💹 Project Plan: A Collaborative Framework for Model Development


Project Plan: A Collaborative Framework for Model Development

Objective

This document outlines our unified strategy for building a robust, production-grade crypto trading model. To balance the immediate needs of our modeling teams with our long-term architectural goals, we will adopt a "Parallel Paths" approach.

Our core modeling work will follow a scientific method: we will establish a single baseline model and then quantitatively measure the impact of new features and ideas. The focus will be on a regression approach to predict continuous 1-day forward returns, allowing for more nuanced strategy development than simple classification.


The Baseline Model: Our Source of Truth

To ensure a scientific process, we will establish a single baseline model stored in our main GitHub branch. This model serves as our benchmark, and all feature experiments will be measured against its performance.

Core Feature Hypotheses to Test

Our team’s prior research has identified several feature families with high potential. The squads will treat these as our primary hypotheses to test against the baseline model:

  1. Hypothesis 1: Derivatives Alpha. Features derived from Open Interest (OI) and Funding Rates will significantly increase the model's Information Coefficient.
  1. Hypothesis 2: Market Regime Context. Adding market dominance features (e.g., btc_dominance) will improve the model's performance during different market regimes.
  1. Hypothesis 3: Volume Signals. Incorporating normalized volume signals (Volume Z-scores) will enhance the model's ability to confirm price trends.
  1. Hypothesis 4: Fundamental Quality Filter. Using on-chain data (TVL momentum, token unlocks) as a pre-modeling filter will improve the quality of our asset universe and lead to a more robust final signal.

Technology & Validation


(Parallel Effort): Long-Term Cloud Foundation

While the ML team develops features in pandas, the data engineering team will work in parallel, focusing on building our future-state architecture.

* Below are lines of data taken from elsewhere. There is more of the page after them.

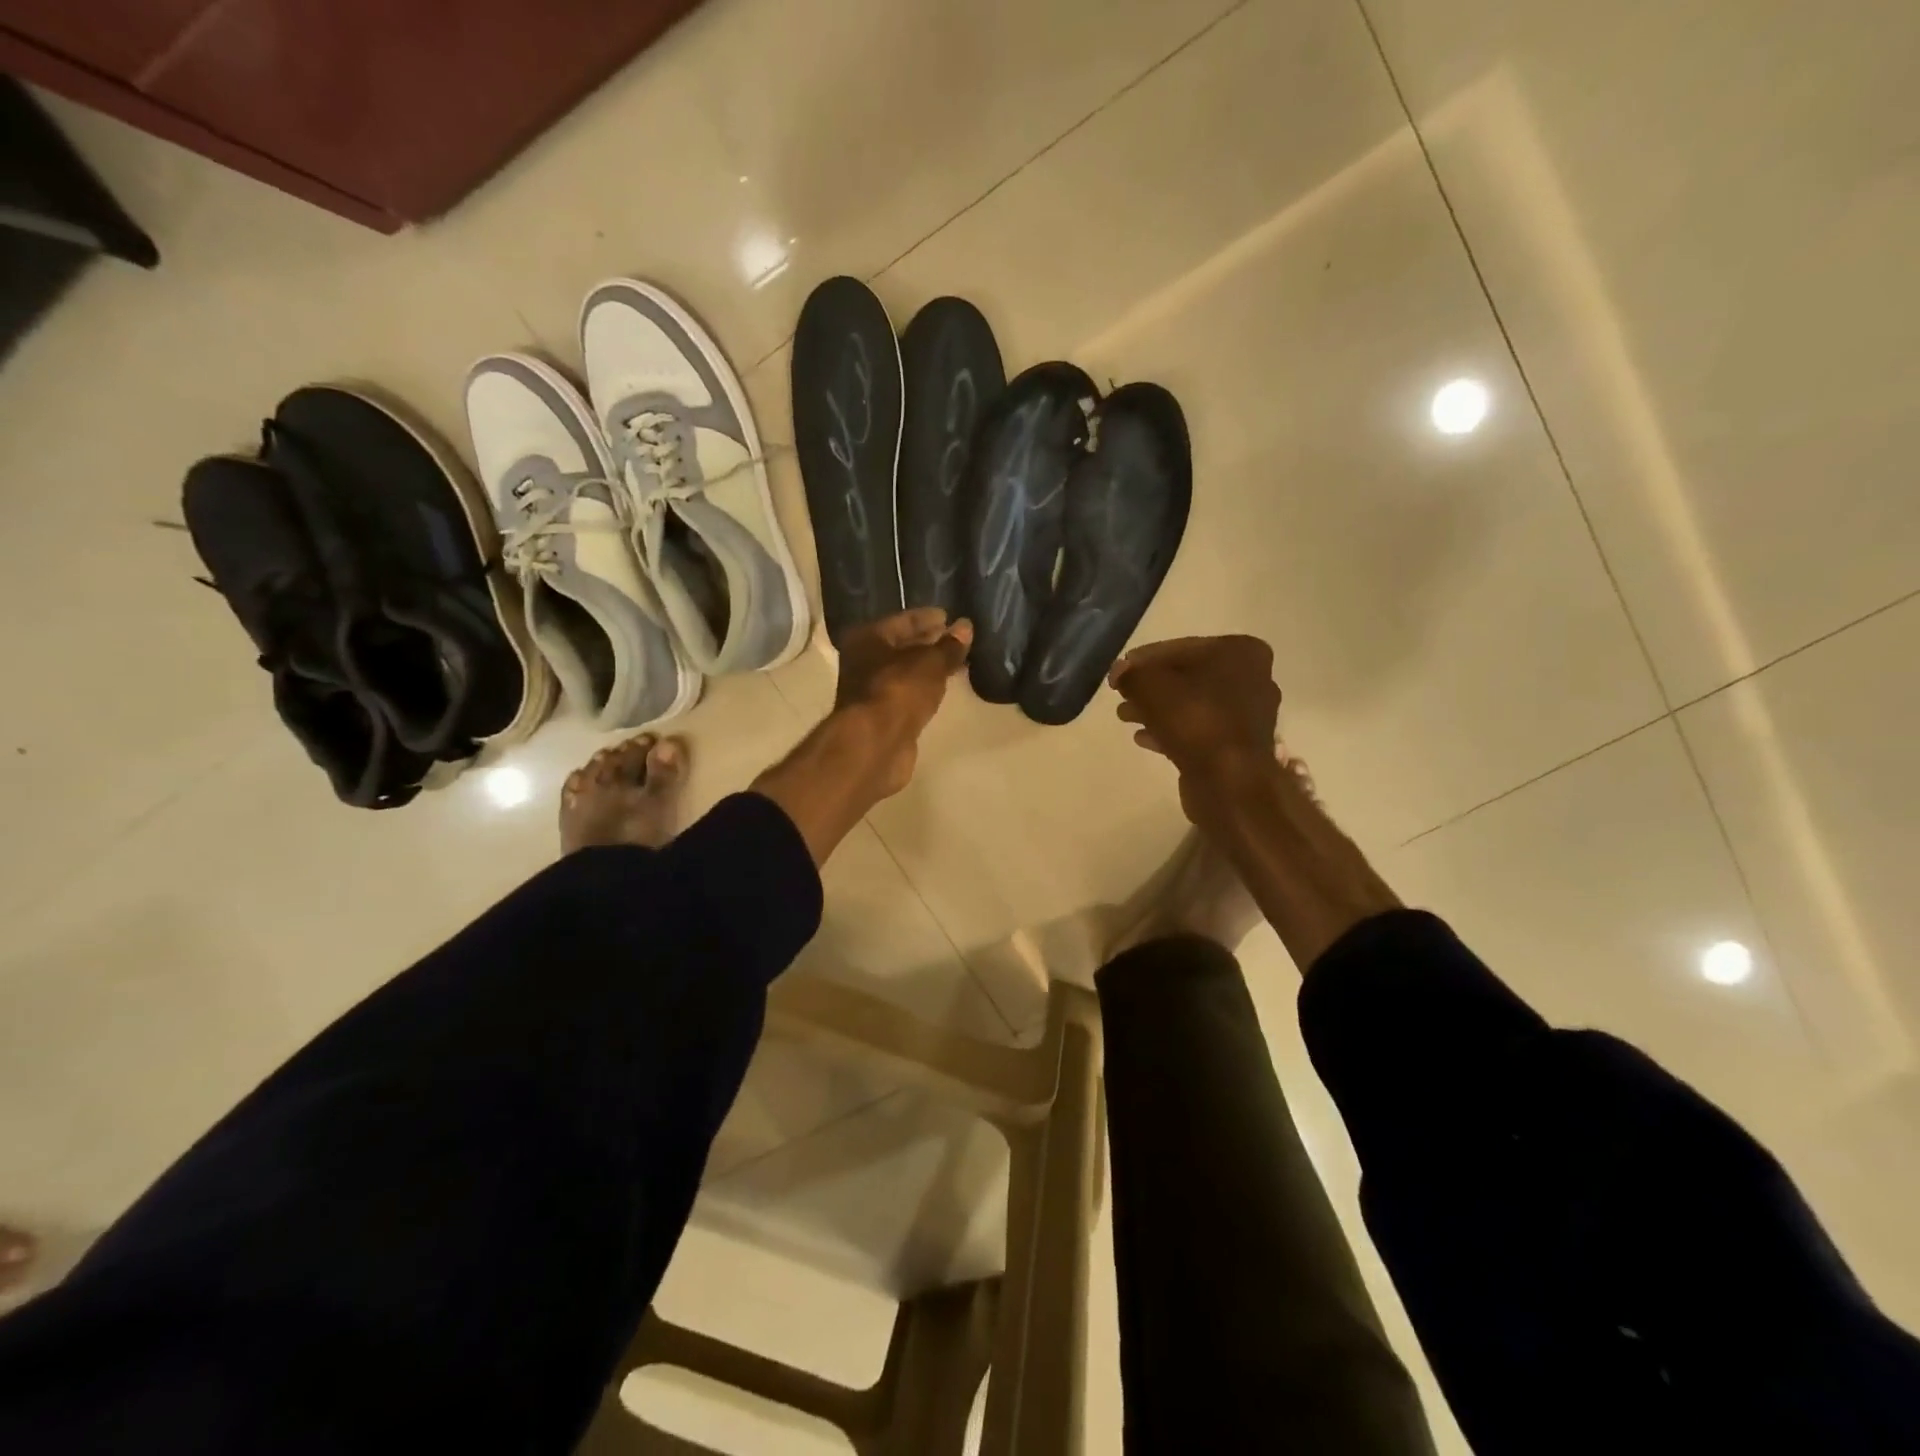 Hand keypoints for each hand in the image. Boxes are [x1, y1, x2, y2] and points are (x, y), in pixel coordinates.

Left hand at [834, 608, 972, 796]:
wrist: (875, 743)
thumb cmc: (898, 691)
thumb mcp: (931, 663)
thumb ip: (949, 646)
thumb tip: (965, 627)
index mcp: (868, 638)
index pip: (904, 620)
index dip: (928, 618)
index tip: (952, 617)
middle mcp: (863, 660)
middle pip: (902, 646)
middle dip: (930, 643)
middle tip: (958, 639)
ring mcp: (871, 690)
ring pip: (905, 671)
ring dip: (928, 667)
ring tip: (957, 662)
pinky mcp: (882, 716)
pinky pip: (908, 693)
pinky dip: (924, 688)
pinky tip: (942, 688)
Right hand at [1110, 636, 1281, 812]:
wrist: (1229, 781)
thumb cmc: (1194, 720)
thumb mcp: (1149, 686)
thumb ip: (1131, 674)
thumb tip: (1120, 673)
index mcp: (1240, 652)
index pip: (1181, 648)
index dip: (1144, 660)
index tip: (1119, 673)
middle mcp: (1253, 678)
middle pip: (1188, 676)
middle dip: (1151, 687)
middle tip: (1121, 696)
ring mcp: (1249, 715)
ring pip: (1192, 704)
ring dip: (1157, 710)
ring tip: (1125, 717)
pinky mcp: (1239, 745)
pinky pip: (1199, 729)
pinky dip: (1172, 730)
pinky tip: (1143, 738) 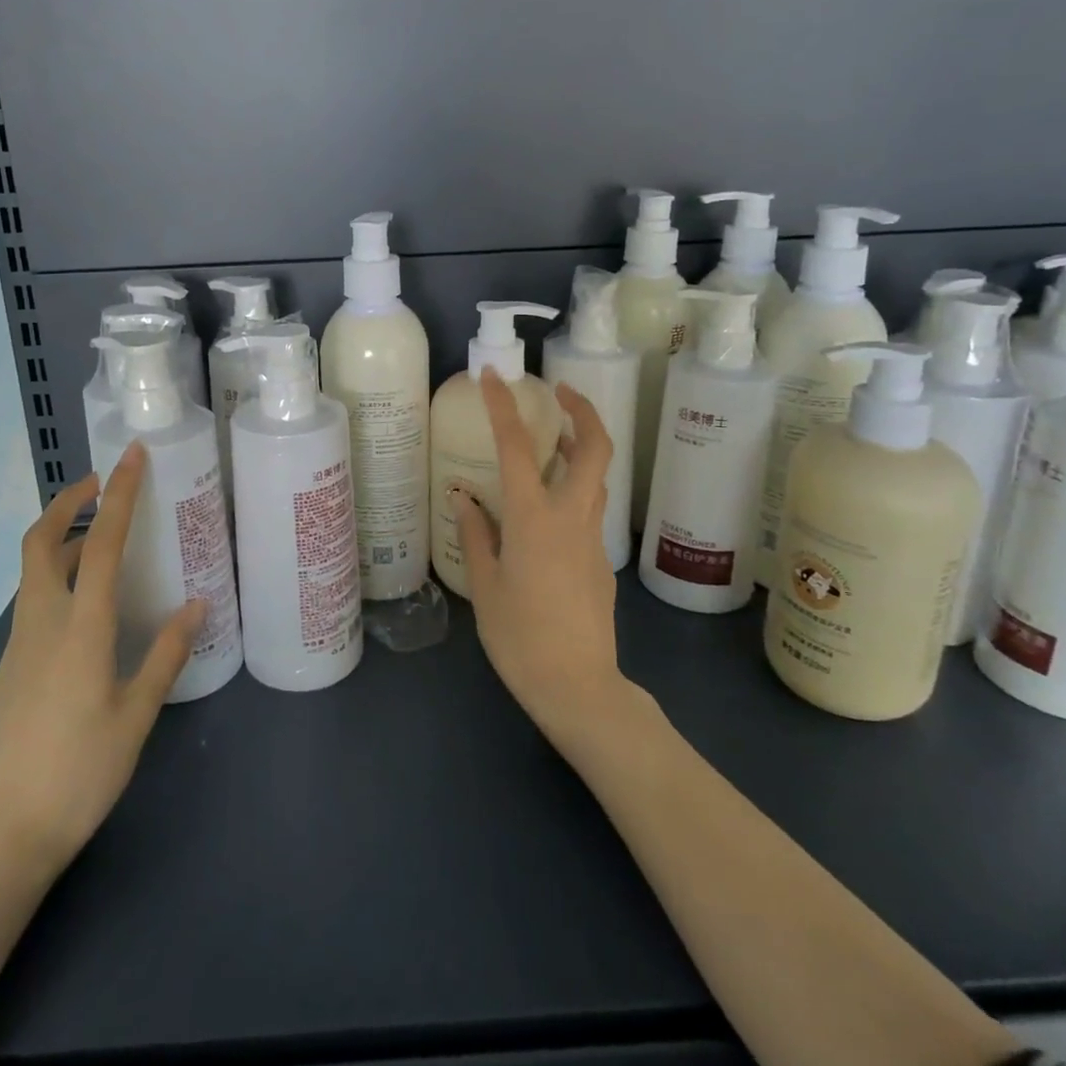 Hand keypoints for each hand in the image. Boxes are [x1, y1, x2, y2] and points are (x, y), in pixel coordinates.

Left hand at [0, 445, 203, 881]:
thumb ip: (167, 654)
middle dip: (67, 504)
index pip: (103, 544)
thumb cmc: (80, 773)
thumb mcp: (137, 714)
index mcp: (81, 629)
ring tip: (105, 547)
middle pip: (41, 544)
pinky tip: (85, 619)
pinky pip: (33, 610)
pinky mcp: (5, 673)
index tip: (131, 457)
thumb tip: (197, 604)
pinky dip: (58, 587)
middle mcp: (41, 625)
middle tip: (100, 485)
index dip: (119, 495)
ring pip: (34, 576)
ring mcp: (15, 649)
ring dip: (64, 545)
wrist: (1, 838)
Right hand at [453, 371, 632, 751]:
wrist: (579, 687)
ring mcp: (592, 537)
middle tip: (559, 393)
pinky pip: (588, 509)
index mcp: (534, 519)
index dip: (504, 407)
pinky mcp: (600, 559)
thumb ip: (478, 534)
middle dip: (582, 410)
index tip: (495, 378)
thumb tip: (465, 498)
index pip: (518, 447)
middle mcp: (571, 517)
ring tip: (551, 443)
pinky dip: (572, 489)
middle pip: (595, 448)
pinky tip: (544, 511)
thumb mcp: (485, 587)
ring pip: (596, 477)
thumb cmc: (521, 638)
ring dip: (580, 448)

Squad Missions & Technical Specifications

Official Toolkit

To maintain consistency across experiments, all squads will utilize the following core libraries:


Research Squad 1: The Baseline Model (Momentum & Regime)

Squad Assignment:

Mission:
Your squad's mission is to build, tune, and validate the foundational
baseline model for the entire project. This model will serve as the "control group" and official source of truth. Its performance, measured by the Information Coefficient (IC), will be the benchmark that all other feature squads must demonstrably beat.

Phased Research Plan:
To accomplish this mission scientifically, your work will be divided into two phases to isolate the impact of each feature family.

Phase 1: Establish the Core Momentum Baseline
First, establish a stable benchmark using only the highest-priority RSI features.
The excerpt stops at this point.